Cada año me vuelvo un visitante más fantasmal a las ferias de libro hechas en Lima. Hay varias razones: al vivir en Miraflores visito librerías casi todas las semanas; las ofertas en feria nunca son lo suficientemente atractivas como para que la adrenalina de la compra me tome por asalto (además que las ofertas de las temporadas feriales suelen hacerse en los locales habituales por igual, lo que hace algo redundante una vista a la feria); me sigue espantando que los libros sigan siendo caros, a pesar de que no pagan IGV (excepción hecha de algunos libros peruanos y, excepción dentro de la excepción, los libros peruanos de corte más comercial, con más prensa y, casi por regla general, escrito por algún famoso de la TV).

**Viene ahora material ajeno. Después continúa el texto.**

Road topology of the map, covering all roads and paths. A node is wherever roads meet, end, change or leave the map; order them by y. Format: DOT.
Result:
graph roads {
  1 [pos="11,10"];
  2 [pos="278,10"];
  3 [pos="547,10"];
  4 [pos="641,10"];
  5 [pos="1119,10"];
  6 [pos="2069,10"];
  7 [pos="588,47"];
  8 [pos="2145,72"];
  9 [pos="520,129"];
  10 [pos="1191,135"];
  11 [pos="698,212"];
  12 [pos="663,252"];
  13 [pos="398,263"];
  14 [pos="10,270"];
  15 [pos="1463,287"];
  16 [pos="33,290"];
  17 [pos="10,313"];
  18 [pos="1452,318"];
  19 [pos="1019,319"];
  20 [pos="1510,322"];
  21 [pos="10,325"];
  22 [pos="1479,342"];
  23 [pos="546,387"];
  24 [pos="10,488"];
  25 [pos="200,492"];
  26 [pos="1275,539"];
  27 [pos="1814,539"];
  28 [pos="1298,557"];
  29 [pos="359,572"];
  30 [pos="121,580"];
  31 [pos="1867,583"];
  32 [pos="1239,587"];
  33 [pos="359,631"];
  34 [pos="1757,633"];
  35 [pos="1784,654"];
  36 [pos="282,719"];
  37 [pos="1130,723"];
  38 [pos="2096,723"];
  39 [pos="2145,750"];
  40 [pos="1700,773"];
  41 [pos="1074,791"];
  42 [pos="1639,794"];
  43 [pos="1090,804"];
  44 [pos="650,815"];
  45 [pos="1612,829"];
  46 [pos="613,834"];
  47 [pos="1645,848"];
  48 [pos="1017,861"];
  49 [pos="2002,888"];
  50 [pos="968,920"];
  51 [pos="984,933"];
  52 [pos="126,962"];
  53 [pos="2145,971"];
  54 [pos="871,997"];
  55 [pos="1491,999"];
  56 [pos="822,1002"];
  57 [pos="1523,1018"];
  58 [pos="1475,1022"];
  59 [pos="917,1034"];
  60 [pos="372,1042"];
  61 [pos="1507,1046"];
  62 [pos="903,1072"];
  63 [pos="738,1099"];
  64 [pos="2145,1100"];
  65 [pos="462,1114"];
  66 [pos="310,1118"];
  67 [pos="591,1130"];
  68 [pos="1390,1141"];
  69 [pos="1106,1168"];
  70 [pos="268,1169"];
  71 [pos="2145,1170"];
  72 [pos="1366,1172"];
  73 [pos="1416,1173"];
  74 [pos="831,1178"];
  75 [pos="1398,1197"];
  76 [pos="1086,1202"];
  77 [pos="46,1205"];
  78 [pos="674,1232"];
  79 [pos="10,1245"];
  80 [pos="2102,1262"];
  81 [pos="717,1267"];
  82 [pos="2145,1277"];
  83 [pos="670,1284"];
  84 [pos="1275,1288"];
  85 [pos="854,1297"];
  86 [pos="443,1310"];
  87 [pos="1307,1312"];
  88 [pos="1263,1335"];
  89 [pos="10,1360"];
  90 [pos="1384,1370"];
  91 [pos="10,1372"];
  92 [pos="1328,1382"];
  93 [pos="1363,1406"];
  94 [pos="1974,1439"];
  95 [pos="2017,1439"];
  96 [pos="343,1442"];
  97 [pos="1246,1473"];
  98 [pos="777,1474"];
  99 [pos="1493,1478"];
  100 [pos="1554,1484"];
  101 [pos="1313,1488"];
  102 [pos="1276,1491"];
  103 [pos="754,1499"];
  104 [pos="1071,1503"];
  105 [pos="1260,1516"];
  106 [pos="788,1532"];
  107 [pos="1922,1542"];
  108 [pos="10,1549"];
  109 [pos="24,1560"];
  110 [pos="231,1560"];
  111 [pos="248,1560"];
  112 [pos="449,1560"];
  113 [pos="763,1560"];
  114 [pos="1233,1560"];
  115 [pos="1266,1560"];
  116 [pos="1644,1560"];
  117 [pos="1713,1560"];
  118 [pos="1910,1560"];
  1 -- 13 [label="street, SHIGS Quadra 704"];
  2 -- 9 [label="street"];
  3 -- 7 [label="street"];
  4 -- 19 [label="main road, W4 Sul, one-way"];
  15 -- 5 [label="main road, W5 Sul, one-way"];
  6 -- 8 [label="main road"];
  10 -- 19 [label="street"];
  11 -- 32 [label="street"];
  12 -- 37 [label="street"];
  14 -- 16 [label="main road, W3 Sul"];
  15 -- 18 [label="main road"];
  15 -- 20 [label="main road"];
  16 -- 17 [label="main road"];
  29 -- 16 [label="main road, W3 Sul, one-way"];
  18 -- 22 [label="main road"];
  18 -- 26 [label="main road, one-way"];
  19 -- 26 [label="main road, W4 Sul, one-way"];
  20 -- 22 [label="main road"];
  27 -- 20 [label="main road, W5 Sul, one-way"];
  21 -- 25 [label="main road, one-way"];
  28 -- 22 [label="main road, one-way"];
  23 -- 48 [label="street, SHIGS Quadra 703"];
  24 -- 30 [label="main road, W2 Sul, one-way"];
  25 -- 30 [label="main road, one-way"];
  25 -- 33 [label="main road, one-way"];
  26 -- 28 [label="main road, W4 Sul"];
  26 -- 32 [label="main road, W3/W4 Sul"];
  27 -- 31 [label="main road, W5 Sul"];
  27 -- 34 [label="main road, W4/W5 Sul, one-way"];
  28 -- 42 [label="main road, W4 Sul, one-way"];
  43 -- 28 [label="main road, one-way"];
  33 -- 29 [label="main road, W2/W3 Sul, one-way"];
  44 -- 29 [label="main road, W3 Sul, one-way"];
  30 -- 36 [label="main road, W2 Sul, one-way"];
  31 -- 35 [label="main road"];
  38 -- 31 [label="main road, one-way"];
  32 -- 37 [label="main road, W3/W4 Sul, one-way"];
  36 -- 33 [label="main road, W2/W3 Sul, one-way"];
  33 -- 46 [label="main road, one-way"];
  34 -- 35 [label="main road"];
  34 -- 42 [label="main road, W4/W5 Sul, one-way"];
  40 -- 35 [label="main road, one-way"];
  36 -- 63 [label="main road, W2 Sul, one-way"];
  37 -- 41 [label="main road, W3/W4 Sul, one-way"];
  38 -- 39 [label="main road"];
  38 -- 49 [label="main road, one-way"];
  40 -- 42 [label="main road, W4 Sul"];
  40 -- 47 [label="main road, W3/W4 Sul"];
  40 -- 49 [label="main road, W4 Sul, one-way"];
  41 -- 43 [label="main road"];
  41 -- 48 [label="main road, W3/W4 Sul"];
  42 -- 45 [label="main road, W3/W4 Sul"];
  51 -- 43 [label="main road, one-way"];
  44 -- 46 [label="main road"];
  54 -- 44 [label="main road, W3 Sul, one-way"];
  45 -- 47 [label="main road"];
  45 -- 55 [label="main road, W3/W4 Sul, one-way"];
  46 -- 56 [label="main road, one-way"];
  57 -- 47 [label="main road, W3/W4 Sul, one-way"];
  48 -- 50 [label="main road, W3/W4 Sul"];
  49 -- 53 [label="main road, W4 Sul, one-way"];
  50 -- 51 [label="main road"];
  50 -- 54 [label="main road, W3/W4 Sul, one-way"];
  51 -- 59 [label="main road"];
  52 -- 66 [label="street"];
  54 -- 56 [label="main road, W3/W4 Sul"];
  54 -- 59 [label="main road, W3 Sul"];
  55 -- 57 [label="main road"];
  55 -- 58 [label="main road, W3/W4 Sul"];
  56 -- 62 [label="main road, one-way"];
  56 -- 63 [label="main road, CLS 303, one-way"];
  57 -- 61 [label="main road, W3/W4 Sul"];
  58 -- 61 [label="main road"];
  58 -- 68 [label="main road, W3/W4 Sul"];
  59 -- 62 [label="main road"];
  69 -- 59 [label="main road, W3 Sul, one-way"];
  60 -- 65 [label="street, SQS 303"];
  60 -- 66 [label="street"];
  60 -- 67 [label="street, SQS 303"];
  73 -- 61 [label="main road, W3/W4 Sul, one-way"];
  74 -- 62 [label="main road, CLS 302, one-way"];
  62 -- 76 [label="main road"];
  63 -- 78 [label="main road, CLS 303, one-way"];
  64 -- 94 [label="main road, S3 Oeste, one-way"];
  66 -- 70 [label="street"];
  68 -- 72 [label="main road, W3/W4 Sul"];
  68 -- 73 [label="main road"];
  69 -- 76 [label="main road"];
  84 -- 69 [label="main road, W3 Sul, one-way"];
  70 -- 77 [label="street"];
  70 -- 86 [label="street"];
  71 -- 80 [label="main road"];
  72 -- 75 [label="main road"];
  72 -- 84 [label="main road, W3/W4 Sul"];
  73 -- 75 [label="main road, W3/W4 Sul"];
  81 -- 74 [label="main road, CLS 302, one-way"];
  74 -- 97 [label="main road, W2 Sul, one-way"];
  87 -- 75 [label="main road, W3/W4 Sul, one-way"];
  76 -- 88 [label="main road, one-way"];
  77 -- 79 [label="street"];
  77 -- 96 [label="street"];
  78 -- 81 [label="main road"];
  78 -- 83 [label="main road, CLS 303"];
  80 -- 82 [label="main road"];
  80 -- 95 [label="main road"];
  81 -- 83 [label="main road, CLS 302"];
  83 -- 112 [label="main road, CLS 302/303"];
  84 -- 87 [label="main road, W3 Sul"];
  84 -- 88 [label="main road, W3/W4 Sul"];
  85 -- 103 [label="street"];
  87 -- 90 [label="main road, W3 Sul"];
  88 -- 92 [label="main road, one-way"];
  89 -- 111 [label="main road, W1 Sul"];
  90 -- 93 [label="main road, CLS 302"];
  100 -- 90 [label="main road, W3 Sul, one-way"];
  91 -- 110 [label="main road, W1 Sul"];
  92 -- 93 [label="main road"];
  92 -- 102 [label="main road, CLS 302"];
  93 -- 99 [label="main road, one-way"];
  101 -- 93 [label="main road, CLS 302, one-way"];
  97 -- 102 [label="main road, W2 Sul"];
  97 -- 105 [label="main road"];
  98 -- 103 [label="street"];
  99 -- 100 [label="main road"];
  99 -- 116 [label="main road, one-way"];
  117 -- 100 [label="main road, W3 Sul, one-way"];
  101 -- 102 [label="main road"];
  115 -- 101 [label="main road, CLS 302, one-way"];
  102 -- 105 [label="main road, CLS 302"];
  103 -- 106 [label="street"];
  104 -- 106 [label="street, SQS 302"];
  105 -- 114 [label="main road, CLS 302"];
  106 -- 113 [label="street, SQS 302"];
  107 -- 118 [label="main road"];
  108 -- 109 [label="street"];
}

También podría mencionar que el mensaje apostólico de una feria puede resultarme (a mí) reiterativo: por ejemplo, las actividades que reúnen a autores conectándose con el público en vivo son en su mayor parte celebratorios, más bien dirigidos a convencer a los escépticos que los libros pueden ser universo tangible, real, tan importante como la vida misma. No me siento parte de ese grupo. Es decir, nadie me tiene que convencer de que los libros -apelo por convención a la generalidad del sustantivo, aunque sé que es un error ver una esencia en el término- son indispensables. Con feria o sin feria, eso ya lo sé. Con todo, eso no me evita apreciar el gran impacto -lo experimenté en su momento- que puede tener para un niño o un adolescente la imagen de un vórtice de puestos atrayendo tantos lectores. Ni qué decir del gran impacto que puede tener una feria en lugares -barrios, distritos, ciudades- donde no existen librerías y donde no sea una costumbre salir a comprar libros, tal como se sale a comprar zapatos o un vestido.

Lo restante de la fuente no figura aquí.